Gesundheit : Spitzenkräfte zieht es nach München und Berlin

Uwe Schlicht

Einen Perspektivenwechsel in der auswärtigen Kultur- und Wissenschaftspolitik hat der Präsident der Alexander von Humboldt-Stiftung, Professor Wolfgang Frühwald, gefordert. Angesichts der neuen Phase der weltweiten Konkurrenz um die Wissenseliten dürfe Deutschland seine besten Wissenschaftler nicht ans Ausland verlieren. Zur Zeit gebe es geradezu einen Sog der Köpfe in die USA, erklärte Frühwald auf einer Pressekonferenz in Berlin. Deutschland müsse sich aus wirtschaftlichen, politischen, kulturellen Gründen der Konkurrenz um die Wissenselite der Welt stellen. Es sei widersinnig, mit einer Green Card hochspezialisierte Fachkräfte aus dem Ausland anzuwerben und gleichzeitig bei uns ausgebildeten Fachleuten nach Abschluss ihres Studiums keine Arbeits- und Aufenthaltserlaubnis in Deutschland zu geben. Frühwald sagte einen ähnlichen Mangel, wie er derzeit in der Computerbranche herrscht, demnächst auch bei den wissenschaftlich tätigen Ärzten voraus.

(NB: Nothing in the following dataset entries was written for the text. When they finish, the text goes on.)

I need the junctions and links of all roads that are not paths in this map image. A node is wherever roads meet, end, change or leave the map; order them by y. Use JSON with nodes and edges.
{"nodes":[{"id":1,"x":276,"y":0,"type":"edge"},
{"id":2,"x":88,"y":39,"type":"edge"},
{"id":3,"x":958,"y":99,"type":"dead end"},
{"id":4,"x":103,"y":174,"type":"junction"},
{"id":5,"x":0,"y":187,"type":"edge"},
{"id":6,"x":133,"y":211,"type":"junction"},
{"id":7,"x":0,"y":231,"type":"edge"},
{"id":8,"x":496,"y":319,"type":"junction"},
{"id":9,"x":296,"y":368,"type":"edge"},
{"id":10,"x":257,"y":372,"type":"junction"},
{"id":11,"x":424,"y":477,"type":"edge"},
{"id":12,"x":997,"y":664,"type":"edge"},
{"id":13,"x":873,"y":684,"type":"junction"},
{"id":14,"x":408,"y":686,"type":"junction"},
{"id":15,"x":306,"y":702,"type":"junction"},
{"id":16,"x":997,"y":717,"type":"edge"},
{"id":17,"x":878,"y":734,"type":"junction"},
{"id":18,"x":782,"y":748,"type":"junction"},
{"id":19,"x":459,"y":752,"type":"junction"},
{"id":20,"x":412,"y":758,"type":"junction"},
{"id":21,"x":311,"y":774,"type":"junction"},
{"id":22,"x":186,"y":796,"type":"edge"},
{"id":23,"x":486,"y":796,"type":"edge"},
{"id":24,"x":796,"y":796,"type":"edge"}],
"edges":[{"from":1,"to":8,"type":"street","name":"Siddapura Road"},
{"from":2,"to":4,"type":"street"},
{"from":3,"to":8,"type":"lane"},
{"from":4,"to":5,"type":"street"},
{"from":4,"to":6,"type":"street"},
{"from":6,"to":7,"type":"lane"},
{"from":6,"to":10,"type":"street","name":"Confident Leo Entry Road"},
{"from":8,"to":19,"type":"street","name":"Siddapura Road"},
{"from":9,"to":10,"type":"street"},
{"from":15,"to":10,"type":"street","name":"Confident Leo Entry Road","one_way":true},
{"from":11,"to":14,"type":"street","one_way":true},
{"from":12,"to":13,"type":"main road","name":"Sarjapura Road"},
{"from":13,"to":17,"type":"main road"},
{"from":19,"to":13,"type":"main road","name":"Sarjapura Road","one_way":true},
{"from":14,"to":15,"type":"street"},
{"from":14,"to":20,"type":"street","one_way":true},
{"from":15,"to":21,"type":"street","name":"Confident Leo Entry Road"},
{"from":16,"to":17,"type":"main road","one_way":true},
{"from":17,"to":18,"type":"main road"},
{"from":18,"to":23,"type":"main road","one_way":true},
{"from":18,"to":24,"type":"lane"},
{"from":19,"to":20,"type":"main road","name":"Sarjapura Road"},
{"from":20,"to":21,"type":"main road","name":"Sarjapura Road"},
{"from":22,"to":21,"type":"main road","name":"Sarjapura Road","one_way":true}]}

Die Botschaft ist klar: Die Alexander-von-Humboldt-Stiftung will ihre Stipendiaten aus aller Welt - über 2000 waren es im vergangenen Jahr - auf die mögliche Weiterarbeit in Deutschland hinweisen und mit neuem Elan in die Konkurrenz zu anderen Ländern Europas und den USA um die besten Wissenschaftler treten. Vor allem müsse ein Klima geschaffen werden, damit ausländische Studenten und Wissenschaftler gerne nach Deutschland kommen. Dieser Klimawechsel sei wichtiger als die punktuelle Behandlung eines Mangels.

Positiv bewertet die Humboldt-Stiftung, dass nach wie vor die großen deutschen Universitäten für ausländische Spitzenwissenschaftler attraktive Forschungsstätten sind. Als Städte der Wissenschaft schneiden dabei München und Berlin besonders gut ab. Die meisten der von der Stiftung geförderten Spitzenwissenschaftler aus dem Ausland gingen in die bayerische Hauptstadt - dort steht die Maximilians Universität an der ersten Stelle mit 121 Gastwissenschaftlern. Auf den zweiten Platz kommt Heidelberg (112 Gastwissenschaftler), auf den dritten Platz ist jetzt die Technische Universität München (110) vorgestoßen und hat die Freie Universität Berlin mit 104 Gastwissenschaftlern auf den vierten Platz verdrängt. Den fünften Rang nimmt die Universität Tübingen (87) ein, und auf die sechste Stelle aufgerückt ist die Berliner Humboldt-Universität mit 78 Gastwissenschaftlern. Die Technische Universität Berlin kam auf den 13. Platz mit 65 Gastwissenschaftlern. In der Scientific community gilt diese Rangfolge als Ausweis von wissenschaftlichem Ansehen.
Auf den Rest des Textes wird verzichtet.